* [ABOUT THIS TASK]
Give the total number of lines in the data below that include "main", and nothing else.
Start of INPUT MATERIAL
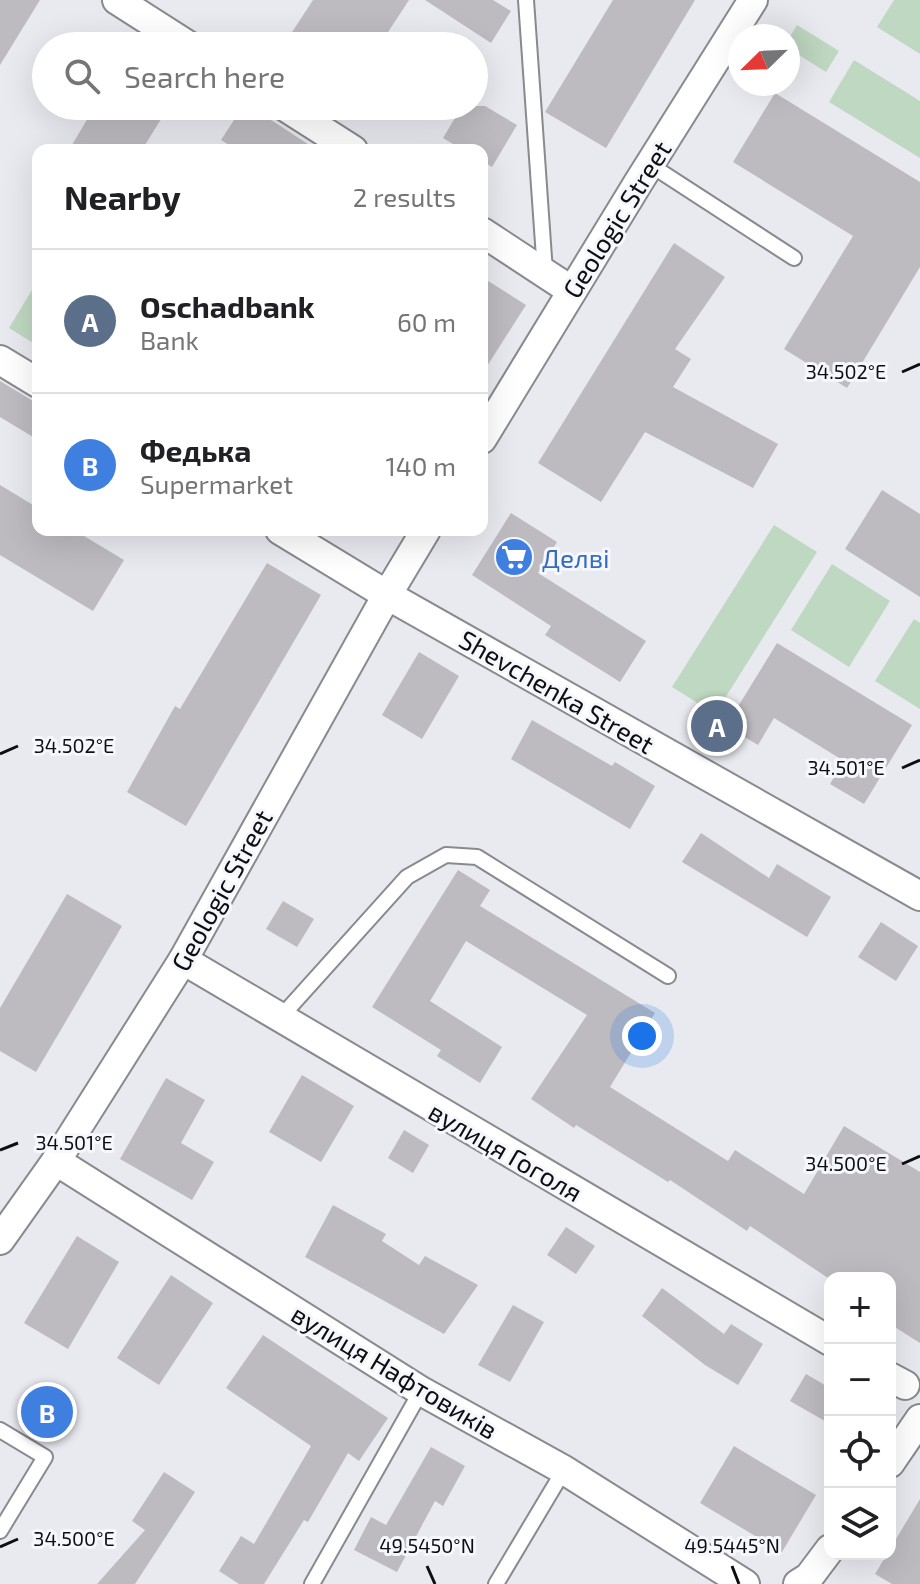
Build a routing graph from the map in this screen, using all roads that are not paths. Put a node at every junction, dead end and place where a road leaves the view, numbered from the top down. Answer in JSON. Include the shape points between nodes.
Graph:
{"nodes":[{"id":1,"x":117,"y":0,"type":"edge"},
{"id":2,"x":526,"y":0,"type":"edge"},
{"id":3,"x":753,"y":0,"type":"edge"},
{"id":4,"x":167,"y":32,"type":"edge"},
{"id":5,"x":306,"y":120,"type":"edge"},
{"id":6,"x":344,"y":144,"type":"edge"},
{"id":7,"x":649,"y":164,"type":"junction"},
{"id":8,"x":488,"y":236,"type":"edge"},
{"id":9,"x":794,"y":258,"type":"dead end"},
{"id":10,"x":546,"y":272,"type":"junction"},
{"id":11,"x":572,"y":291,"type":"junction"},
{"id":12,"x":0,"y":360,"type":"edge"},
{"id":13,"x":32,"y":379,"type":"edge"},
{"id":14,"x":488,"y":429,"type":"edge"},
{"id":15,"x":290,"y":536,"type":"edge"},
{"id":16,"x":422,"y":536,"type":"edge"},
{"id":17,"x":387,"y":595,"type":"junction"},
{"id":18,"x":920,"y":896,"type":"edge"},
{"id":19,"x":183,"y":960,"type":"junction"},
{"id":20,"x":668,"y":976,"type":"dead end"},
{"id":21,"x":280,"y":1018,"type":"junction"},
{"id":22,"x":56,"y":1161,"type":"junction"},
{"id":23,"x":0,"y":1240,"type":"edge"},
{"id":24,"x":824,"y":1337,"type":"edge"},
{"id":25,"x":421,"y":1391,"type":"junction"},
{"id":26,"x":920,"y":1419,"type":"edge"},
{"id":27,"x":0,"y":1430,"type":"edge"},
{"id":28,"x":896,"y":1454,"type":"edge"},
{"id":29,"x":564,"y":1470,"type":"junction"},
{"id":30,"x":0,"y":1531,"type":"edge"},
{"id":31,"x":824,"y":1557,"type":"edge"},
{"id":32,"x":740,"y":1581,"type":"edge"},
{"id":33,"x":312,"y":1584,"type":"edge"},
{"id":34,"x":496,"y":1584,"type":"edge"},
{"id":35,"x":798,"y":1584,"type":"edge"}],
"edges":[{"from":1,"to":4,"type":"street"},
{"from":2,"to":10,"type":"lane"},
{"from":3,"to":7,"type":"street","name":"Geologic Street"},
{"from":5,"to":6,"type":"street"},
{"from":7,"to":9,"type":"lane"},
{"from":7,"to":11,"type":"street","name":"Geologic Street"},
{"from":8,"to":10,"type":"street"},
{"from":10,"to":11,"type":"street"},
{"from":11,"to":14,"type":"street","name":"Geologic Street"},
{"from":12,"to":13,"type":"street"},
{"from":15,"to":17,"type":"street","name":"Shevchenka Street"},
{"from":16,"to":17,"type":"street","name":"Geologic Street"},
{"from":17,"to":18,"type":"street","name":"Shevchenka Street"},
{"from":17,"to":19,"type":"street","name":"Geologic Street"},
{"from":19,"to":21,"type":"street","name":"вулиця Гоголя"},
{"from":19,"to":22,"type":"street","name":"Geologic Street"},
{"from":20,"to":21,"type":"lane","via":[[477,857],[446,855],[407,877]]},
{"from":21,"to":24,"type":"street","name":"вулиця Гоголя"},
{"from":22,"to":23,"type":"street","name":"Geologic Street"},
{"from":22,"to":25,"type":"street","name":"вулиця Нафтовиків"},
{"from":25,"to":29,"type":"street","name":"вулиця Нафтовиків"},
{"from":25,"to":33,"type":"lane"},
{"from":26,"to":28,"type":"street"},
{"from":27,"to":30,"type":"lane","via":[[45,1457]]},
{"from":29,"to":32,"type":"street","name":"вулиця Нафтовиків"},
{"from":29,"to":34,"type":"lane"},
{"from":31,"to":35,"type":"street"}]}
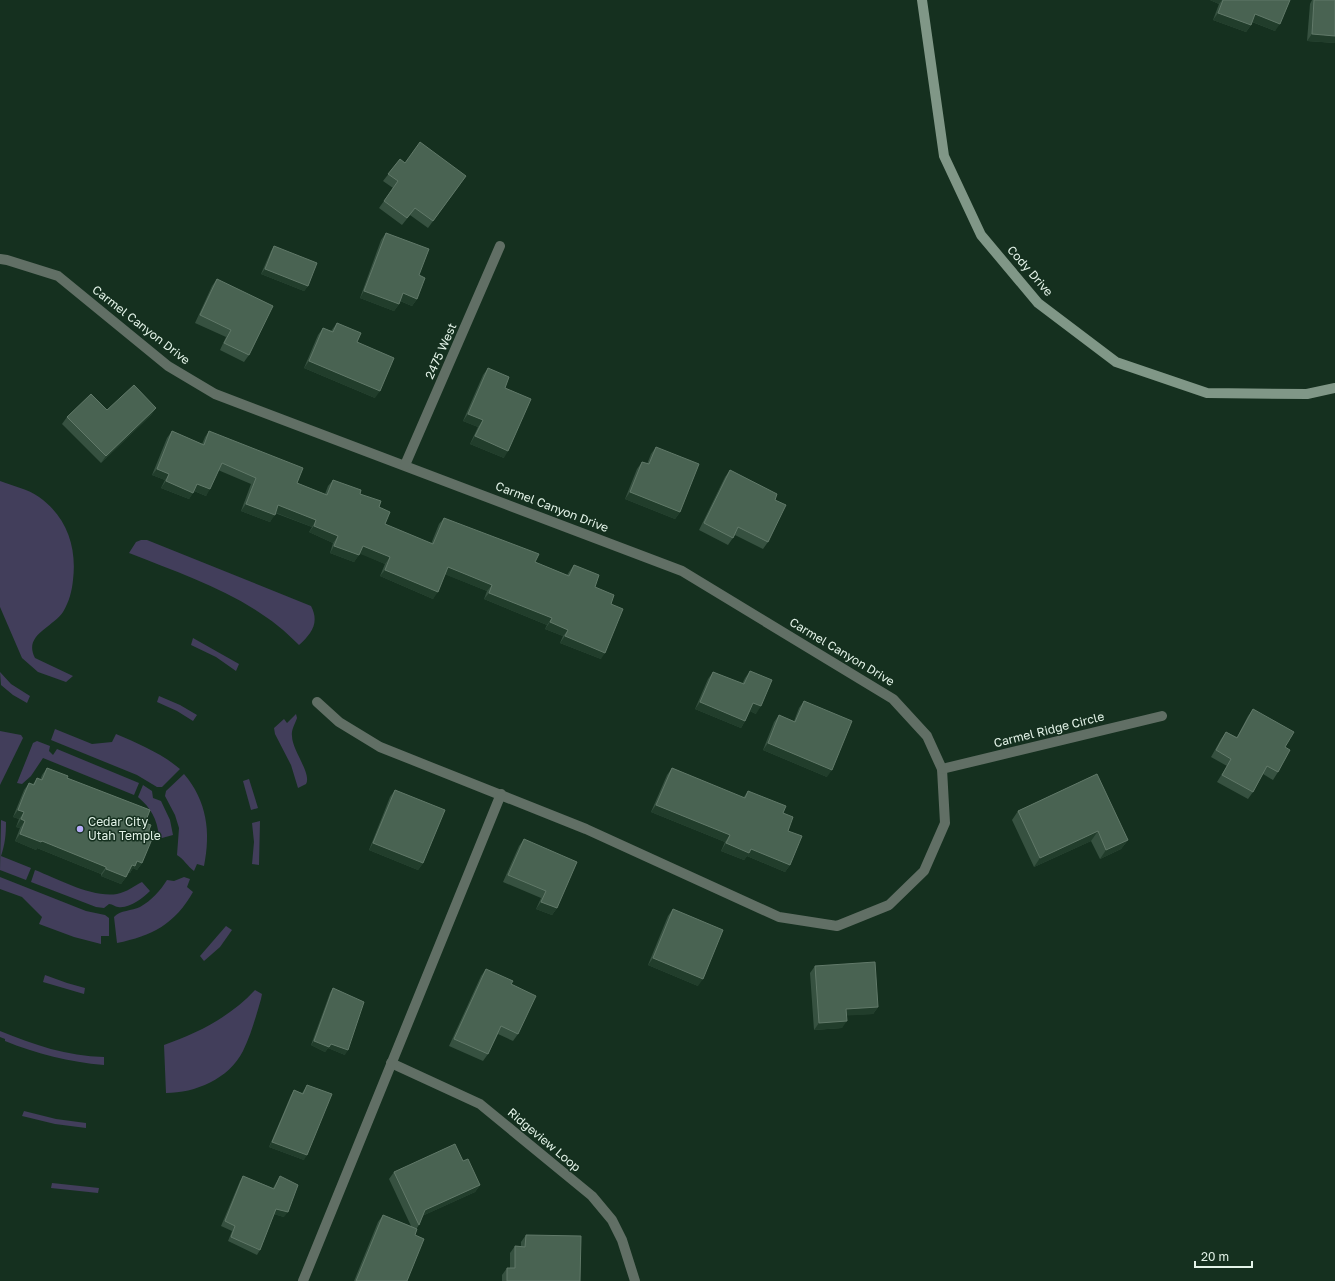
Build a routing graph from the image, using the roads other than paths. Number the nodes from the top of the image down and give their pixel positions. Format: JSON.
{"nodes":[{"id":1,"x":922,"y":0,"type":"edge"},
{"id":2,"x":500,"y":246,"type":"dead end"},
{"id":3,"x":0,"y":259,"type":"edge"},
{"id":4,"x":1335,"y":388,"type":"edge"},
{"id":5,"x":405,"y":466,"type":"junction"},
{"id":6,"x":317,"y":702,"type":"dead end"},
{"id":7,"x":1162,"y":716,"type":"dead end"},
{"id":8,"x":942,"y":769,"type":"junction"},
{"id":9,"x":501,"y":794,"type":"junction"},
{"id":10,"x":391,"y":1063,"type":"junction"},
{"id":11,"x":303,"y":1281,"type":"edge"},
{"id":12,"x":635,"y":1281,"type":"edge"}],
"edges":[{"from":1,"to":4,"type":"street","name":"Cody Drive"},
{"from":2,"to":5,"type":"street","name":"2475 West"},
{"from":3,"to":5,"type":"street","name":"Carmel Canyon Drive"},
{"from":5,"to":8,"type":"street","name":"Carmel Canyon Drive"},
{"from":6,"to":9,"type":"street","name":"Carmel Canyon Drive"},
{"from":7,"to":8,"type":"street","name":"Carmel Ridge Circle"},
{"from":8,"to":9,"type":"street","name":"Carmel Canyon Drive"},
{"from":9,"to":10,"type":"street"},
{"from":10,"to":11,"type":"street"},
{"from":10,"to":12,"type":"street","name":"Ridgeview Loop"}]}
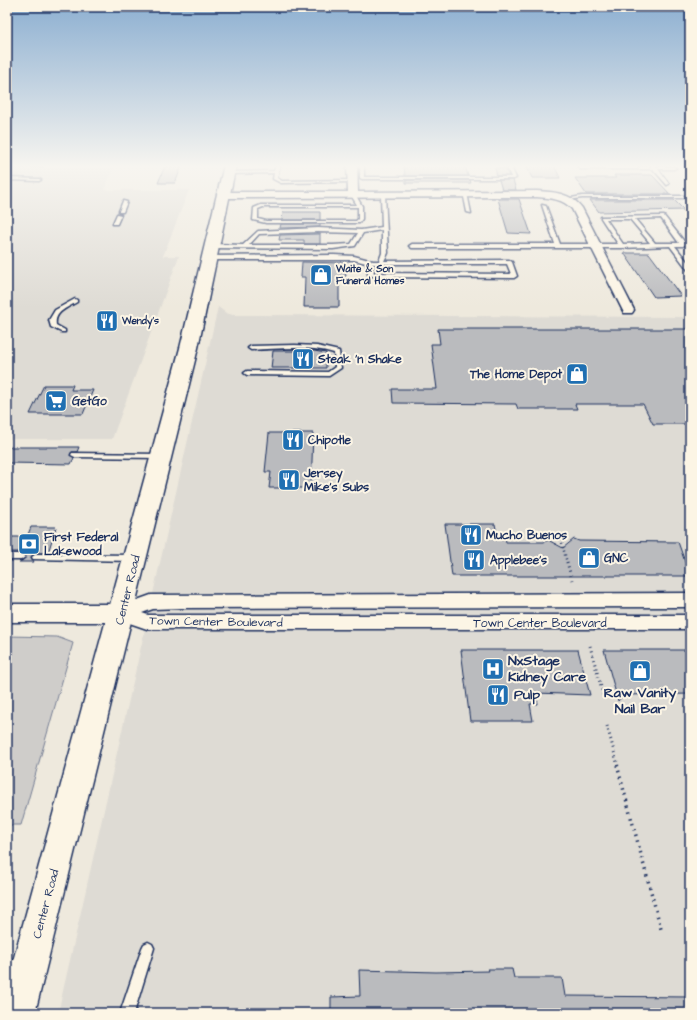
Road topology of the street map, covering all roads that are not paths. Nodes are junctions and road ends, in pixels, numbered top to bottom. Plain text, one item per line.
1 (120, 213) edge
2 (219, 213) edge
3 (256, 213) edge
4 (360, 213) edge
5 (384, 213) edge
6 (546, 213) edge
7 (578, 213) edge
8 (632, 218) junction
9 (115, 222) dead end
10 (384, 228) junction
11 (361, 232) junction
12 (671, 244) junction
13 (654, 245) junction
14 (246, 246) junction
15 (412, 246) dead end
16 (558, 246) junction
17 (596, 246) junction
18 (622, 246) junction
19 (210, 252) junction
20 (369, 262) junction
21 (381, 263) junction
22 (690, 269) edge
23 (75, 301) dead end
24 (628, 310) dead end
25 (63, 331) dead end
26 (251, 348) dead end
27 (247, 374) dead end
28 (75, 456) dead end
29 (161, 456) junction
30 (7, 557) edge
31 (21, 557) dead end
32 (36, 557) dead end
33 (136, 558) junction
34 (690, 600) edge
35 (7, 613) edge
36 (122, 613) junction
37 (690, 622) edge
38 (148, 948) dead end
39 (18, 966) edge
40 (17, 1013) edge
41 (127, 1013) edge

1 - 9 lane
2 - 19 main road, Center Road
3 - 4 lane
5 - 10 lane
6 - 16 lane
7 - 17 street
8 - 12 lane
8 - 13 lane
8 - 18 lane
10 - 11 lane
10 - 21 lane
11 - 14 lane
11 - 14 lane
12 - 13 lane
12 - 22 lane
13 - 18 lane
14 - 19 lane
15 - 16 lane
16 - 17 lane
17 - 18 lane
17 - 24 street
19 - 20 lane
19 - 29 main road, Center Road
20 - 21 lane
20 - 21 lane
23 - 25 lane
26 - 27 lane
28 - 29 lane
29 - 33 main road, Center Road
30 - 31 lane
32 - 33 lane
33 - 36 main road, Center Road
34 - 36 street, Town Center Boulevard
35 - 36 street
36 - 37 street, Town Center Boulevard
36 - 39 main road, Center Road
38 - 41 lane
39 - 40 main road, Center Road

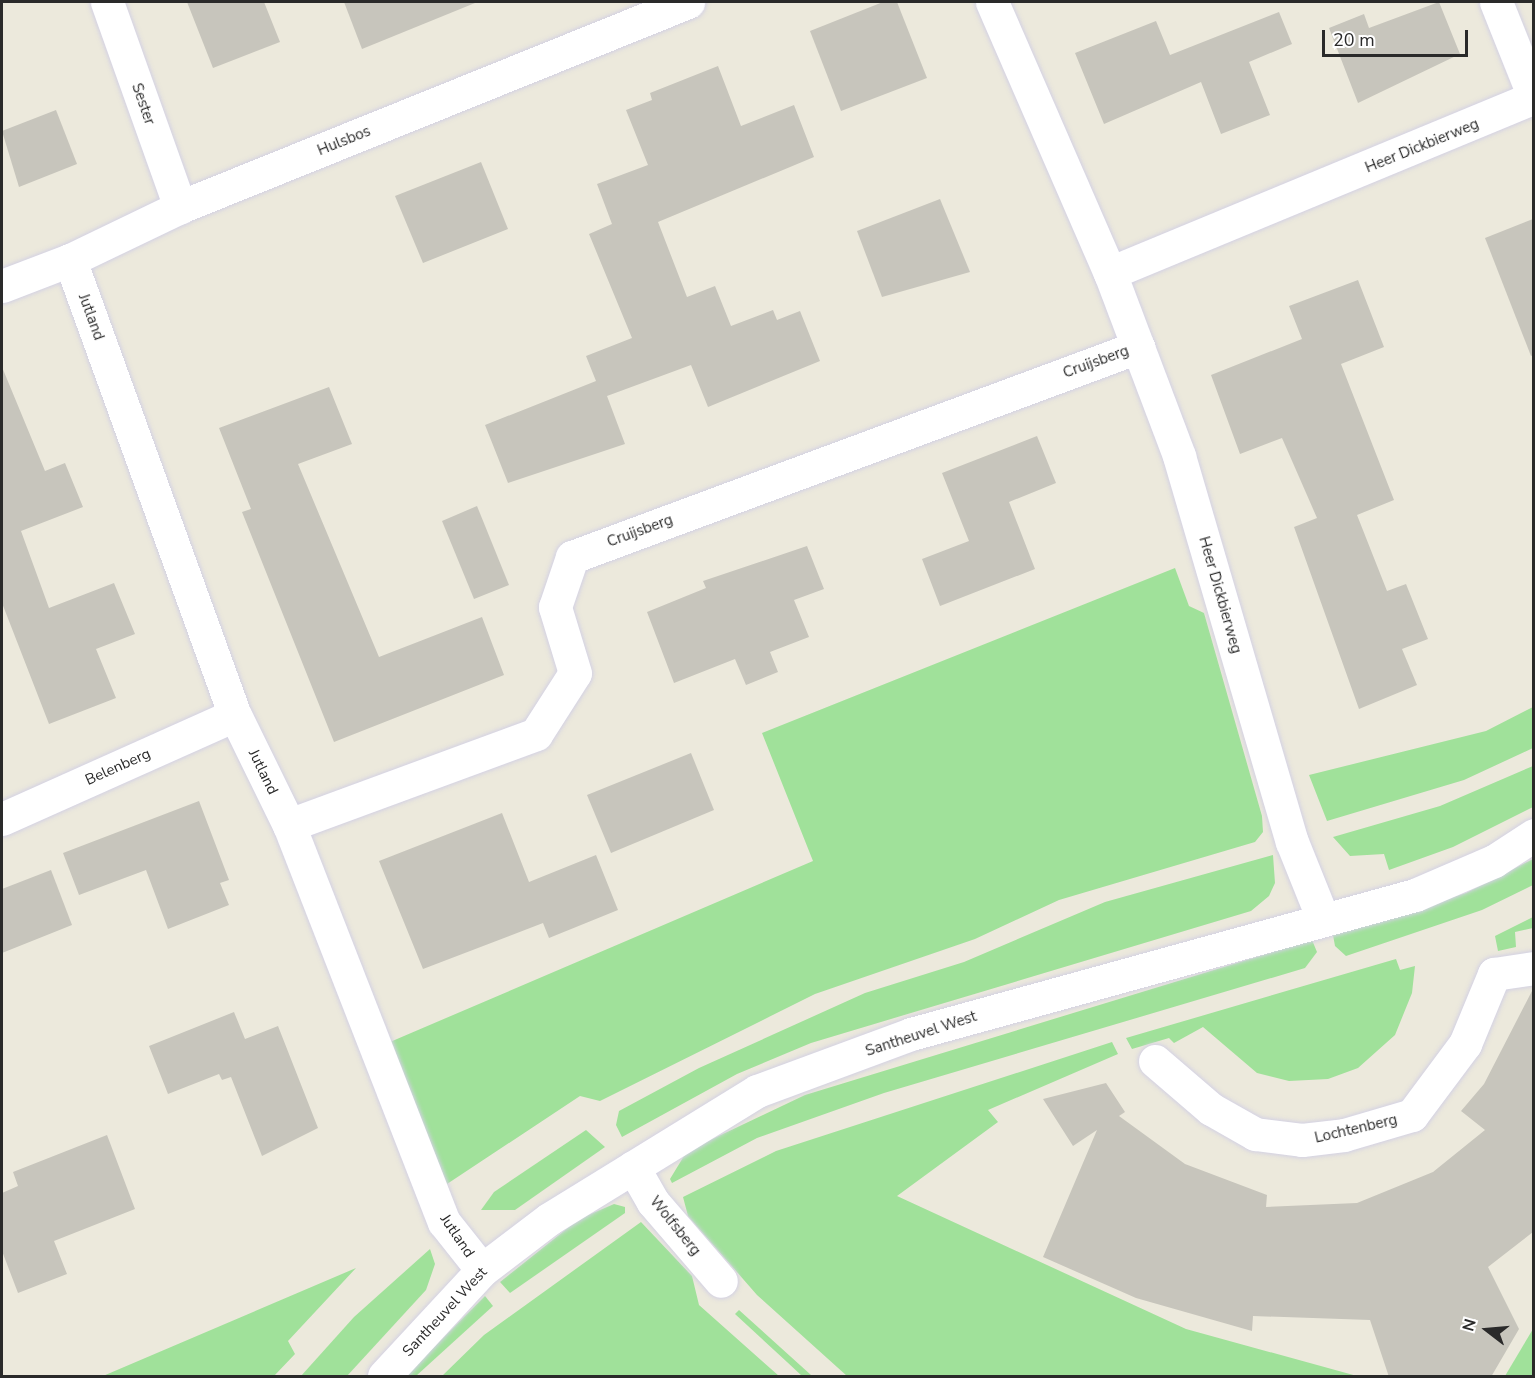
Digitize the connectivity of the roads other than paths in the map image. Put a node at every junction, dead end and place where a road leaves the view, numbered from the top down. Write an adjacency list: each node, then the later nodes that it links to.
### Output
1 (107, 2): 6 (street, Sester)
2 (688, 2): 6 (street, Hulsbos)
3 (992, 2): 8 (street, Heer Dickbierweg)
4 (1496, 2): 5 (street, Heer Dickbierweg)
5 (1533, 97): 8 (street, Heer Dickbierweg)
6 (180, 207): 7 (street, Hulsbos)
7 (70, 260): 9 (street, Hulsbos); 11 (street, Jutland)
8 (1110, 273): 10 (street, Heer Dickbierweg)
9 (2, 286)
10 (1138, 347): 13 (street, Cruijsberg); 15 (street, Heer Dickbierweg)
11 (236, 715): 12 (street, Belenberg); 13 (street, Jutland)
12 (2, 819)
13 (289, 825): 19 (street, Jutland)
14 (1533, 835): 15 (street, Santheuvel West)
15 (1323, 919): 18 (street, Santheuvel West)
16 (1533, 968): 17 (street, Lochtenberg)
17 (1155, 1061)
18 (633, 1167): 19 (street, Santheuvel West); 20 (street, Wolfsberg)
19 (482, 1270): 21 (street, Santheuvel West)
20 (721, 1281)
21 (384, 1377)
End of INPUT MATERIAL
* [ANSWER TO THE PROBLEM]
6